Bidness Etc discusses the ruling by an Indian court in a transfer-pricing case against Shell and its impact on future foreign investment in the country
Published: November 19, 2014 at 12:26 pm EST
The Bombay High Court has ruled in favor of Royal Dutch Shell plc (
NYSE:RDS.A) in a high-tax profile case, which could pose a hurdle to the Indian government’s plans on bringing in foreign investment and much-needed revenue.
The ruling was announced on Tuesday, after Indian authorities claimed tax money paid to transfer shares of Shell.
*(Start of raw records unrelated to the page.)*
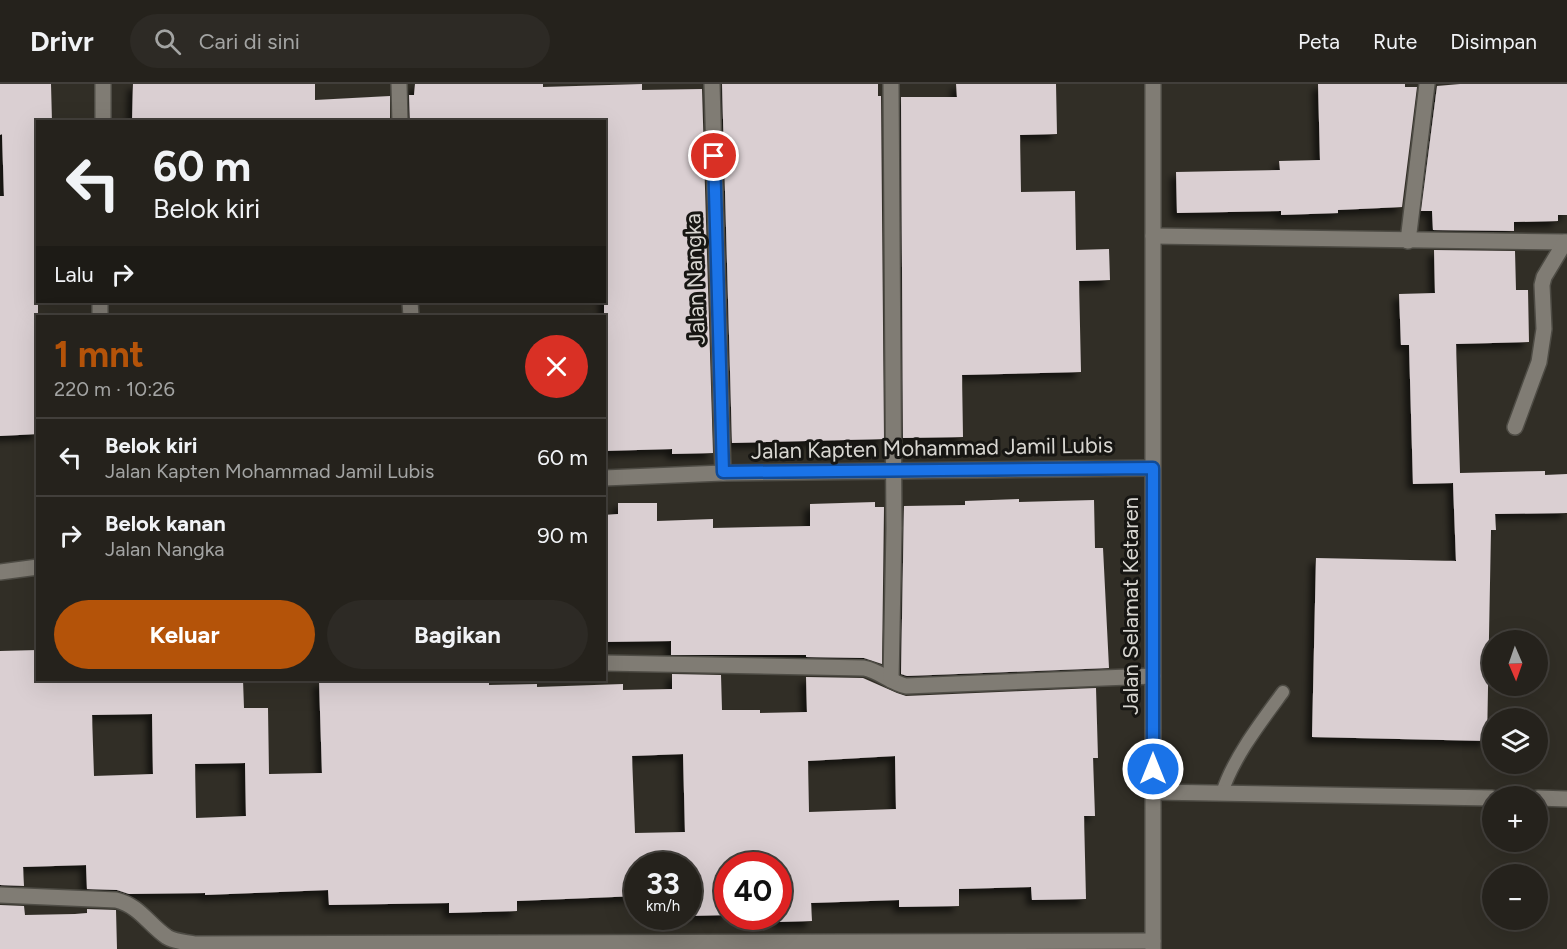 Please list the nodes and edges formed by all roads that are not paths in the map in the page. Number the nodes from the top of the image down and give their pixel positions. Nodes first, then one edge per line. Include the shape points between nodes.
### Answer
1 (103, 84) edge
2 (399, 84) edge
3 (712, 84) edge
4 (891, 84) edge
5 (1153, 84) edge
6 (1427, 84) edge
7 (103, 120) edge
8 (400, 120) edge
9 (1153, 236) junction
10 (1408, 241) junction
11 (1566, 242) edge
12 (1515, 427) dead end
13 (1153, 468) junction
14 (894, 471) junction
15 (723, 472) junction
16 (606, 478) edge
17 (36, 567) edge
18 (0, 572) edge
19 (606, 663) edge
20 (1153, 676) junction
21 (891, 680) junction
22 (1283, 692) dead end
23 (1153, 792) junction
24 (1222, 793) junction
25 (1482, 798) edge
26 (1548, 798) edge
27 (1567, 799) edge
28 (0, 895) edge
29 (1153, 945) edge

1 - 7 street
2 - 8 street
3 - 15 street, Jalan Nangka
4 - 14 street
5 - 9 street, Jalan Selamat Ketaren
6 - 10 street
9 - 10 street
9 - 13 street, Jalan Selamat Ketaren
10 - 11 street
11 - 12 street via 1544,277 1544,329 1539,363
13 - 14 street, Jalan Kapten Mohammad Jamil Lubis
13 - 20 street, Jalan Selamat Ketaren
14 - 15 street, Jalan Kapten Mohammad Jamil Lubis
14 - 21 street
15 - 16 street, Jalan Kapten Mohammad Jamil Lubis
17 - 18 street
19 - 21 street via 864,668
20 - 21 street via 916,686
20 - 23 street, Jalan Selamat Ketaren
22 - 24 lane via 1248,743
23 - 24 street
23 - 29 street, Jalan Selamat Ketaren
24 - 25 street
26 - 27 street
28 - 29 street via 128,903 169,938 195,944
The court has not released a written judgment yet.
The judgment can negatively impact India’s image, which might cause leading foreign companies to hesitate to invest in India. Indian Prime Minister Narendra Modi can intervene and reverse the ruling.
The Indian government can request the tax authorities to review the case.
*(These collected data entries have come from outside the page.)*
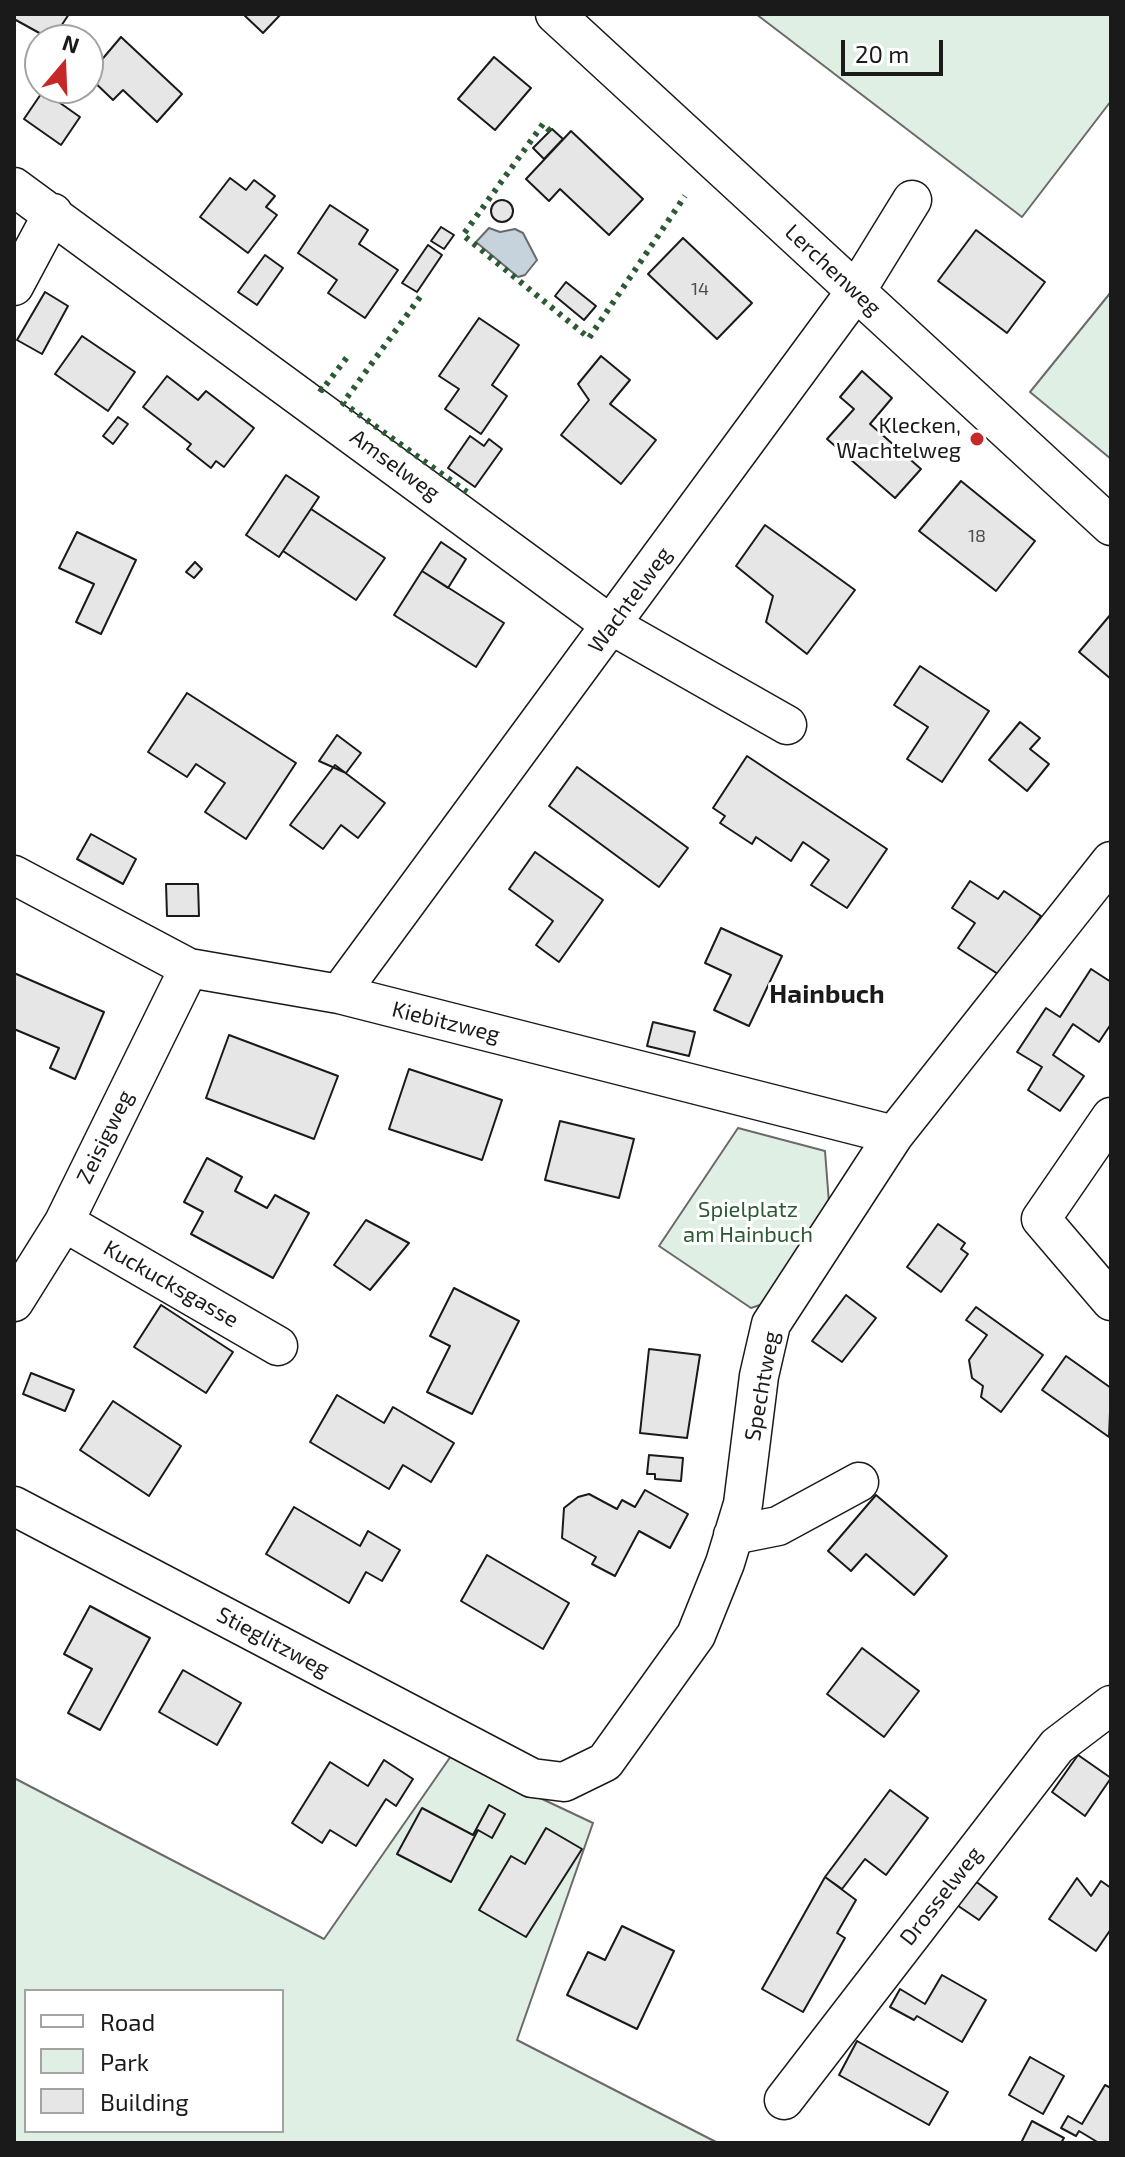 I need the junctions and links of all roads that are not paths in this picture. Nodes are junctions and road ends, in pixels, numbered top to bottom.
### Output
1 (555, 14) edge
2 (14, 187) edge
3 (912, 200) dead end
4 (53, 213) junction
5 (14, 286) edge
6 (856, 291) junction
7 (1111, 526) edge
8 (611, 625) junction
9 (787, 725) dead end
10 (1111, 861) edge
11 (14, 875) edge
12 (189, 968) junction
13 (339, 994) junction
14 (1111, 1117) edge
15 (894, 1135) junction
16 (64, 1222) junction
17 (1111, 1301) edge
18 (14, 1302) edge
19 (278, 1346) dead end
20 (859, 1482) dead end
21 (14, 1506) edge
22 (733, 1535) junction
23 (1111, 1705) edge
24 (532, 1778) joint
25 (784, 2100) dead end

1 - 6 street, Lerchenweg
2 - 4 street, Amselweg
3 - 6 street, Wachtelweg
4 - 5 street
4 - 8 street, Amselweg
6 - 7 street, Lerchenweg
6 - 8 street, Wachtelweg
8 - 9 street, Amselweg
8 - 13 street, Wachtelweg
10 - 15 street, Spechtweg
11 - 12 street, Kiebitzweg
12 - 13 street, Kiebitzweg
12 - 16 street, Zeisigweg
13 - 15 street, Kiebitzweg
14 - 17 street
15 - 22 street, Spechtweg
16 - 18 street, Zeisigweg
16 - 19 street, Kuckucksgasse
20 - 22 street
21 - 24 street, Stieglitzweg
22 - 24 street, Spechtweg
23 - 25 street, Drosselweg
In order to allegedly evade more than $2.5 billion in taxes, which should have been considered as income, Indian tax officials believe that Shell’s shares were underpriced when transferred from its Indian subsidiary to the parent company. However, Shell’s lawyers and executives have denied this, stating that shares were valued at the right price.
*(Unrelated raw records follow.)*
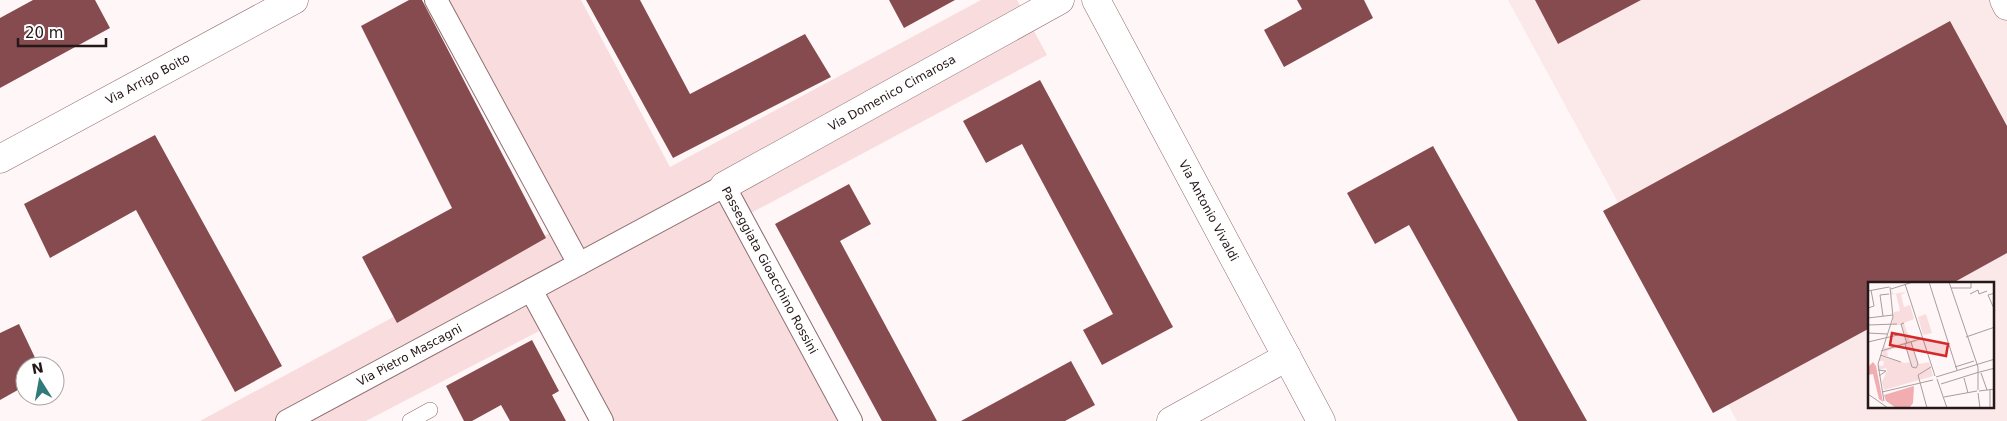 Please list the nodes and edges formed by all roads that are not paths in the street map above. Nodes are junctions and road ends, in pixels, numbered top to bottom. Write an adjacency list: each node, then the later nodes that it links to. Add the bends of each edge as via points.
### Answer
1 (294, 0): 7 (street, Via Arrigo Boito)
2 (436, 0): 9 (street)
3 (1060, 0): 8 (street, Via Domenico Cimarosa)
4 (1096, 0): 11 (street, Via Antonio Vivaldi)
5 (2004, 0): 6 (street)
6 (2007, 6)
7 (0, 159)
8 (724, 186): 9 (street, Passeggiata Gioacchino Rossini); 16 (street, Passeggiata Gioacchino Rossini)
9 (579, 264): 10 (street, Passeggiata Gioacchino Rossini)
10 (531, 290): 13 (street, Via Pietro Mascagni); 15 (street)
11 (1287, 358): 17 (street); 18 (street, Via Antonio Vivaldi)
12 (430, 410): 14 (lane)
13 (287, 421)
14 (410, 421)
15 (602, 421)
16 (851, 421)
17 (1171, 421)
18 (1321, 421)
According to the Shell’s spokesperson, the foreign parent’s equity infusion into its subsidiary is not liable to be taxed. The spokesperson said that the court’s ruling was unbiased and that it would help strengthen the government’s initiatives to progress toward a better investment climate.
The judgment has specified that transfer-pricing laws cannot be imposed on shares issued to a foreign parent. It will be an example for similar cases, which are pending in the court.
Many foreign companies have complained that Indian tax officials seem to target major foreign investors in the country. These include Vodafone Group Plc (ADR) (
NASDAQ:VOD), Nokia Corporation (ADR) (
NYSE:NOK), Mondelez International Inc (
NASDAQ:MDLZ), HSBC Holdings plc (ADR) (
NYSE:HSBC), General Electric Company (
NYSE:GE), AT&T Inc (
NYSE:T) which, in recent years, have invested heavily in India. They remain disappointed at huge taxes being imposed on them.
Vodafone, which has the second largest number of subscribers in India, went to court resolve a multibillion-dollar tax issue with Indian authorities. It was charged $2 billion for purchasing a stake in an Indian phone company in 2007. The court had ruled in favor of Vodafone, but the Indian Parliament introduced a retroactive law to tax the company. In another transfer-pricing case, Vodafone managed to win the $580 million case.
Similarly, Nokia was convicted of evading billions of dollars in taxes by misquoting exemptions for exporting software. The Indian court froze its assets in the country, which prevented its Chennai factory from becoming a part of the merger with Microsoft Corporation (
NASDAQ:MSFT).
With a confused notion over the tax laws, India ranks low in the ease of doing business index, which is why it was ranked 142 out of 189 by the World Bank.
Indian Prime Minister Narendera Modi has decided to diminish what he calls tax-terrorism as he works to bring investment to Asia’s third-largest economy, although he must improve the tax environment first.
According to analysts, tax authorities will most likely work to provide better environment after lost cases against Vodafone and Shell.